[Collected data]

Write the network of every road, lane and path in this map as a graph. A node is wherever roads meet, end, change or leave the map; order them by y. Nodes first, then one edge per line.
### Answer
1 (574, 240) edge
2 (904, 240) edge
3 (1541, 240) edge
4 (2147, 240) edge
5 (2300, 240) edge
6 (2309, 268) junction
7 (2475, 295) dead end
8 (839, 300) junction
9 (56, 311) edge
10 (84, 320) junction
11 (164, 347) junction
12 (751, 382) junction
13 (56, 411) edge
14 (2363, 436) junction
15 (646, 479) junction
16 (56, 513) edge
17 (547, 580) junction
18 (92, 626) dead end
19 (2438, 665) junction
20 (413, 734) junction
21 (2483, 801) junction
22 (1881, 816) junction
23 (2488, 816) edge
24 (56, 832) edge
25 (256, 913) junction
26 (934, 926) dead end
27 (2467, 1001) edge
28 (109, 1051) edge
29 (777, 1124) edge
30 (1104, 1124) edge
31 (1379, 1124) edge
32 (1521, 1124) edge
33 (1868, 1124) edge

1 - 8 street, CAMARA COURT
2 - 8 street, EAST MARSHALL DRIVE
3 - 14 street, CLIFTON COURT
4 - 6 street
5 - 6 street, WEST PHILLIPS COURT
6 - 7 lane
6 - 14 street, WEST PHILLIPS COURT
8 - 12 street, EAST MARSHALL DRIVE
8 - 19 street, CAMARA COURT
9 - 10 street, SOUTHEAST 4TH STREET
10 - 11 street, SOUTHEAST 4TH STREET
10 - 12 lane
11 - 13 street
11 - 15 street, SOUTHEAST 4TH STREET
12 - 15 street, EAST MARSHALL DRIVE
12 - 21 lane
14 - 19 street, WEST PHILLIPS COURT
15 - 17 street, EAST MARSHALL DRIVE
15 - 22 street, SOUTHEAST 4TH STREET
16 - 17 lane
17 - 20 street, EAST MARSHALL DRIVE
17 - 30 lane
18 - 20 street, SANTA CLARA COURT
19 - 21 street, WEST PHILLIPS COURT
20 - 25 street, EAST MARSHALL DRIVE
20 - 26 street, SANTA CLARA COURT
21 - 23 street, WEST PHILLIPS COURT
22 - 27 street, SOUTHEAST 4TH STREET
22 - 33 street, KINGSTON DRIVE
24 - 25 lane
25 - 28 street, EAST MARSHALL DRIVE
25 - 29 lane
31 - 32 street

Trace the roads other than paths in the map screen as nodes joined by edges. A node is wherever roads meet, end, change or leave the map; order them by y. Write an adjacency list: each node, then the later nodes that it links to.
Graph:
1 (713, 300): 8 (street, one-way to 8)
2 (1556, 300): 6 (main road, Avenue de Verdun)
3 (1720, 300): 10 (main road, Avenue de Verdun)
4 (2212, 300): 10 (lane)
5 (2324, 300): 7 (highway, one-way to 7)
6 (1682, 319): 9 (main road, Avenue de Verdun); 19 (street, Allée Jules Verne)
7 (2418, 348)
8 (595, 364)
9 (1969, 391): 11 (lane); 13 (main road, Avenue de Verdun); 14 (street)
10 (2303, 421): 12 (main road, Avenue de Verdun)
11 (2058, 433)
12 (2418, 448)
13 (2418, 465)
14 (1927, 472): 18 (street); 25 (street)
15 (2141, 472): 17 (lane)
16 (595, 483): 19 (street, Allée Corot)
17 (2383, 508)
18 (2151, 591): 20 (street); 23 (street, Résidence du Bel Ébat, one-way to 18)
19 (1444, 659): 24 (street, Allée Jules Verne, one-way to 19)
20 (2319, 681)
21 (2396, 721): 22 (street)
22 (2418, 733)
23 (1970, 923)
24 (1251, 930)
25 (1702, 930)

:: WHAT IS NEEDED ::
Collect the complete line wherever the string "meet" appears in the records.

:: ANSWER BOX ::
Write the network of every road, lane and path in this map as a graph. A node is wherever roads meet, end, change or leave the map; order them by y. Nodes first, then one edge per line.
Trace the roads other than paths in the map screen as nodes joined by edges. A node is wherever roads meet, end, change or leave the map; order them by y. Write an adjacency list: each node, then the later nodes that it links to.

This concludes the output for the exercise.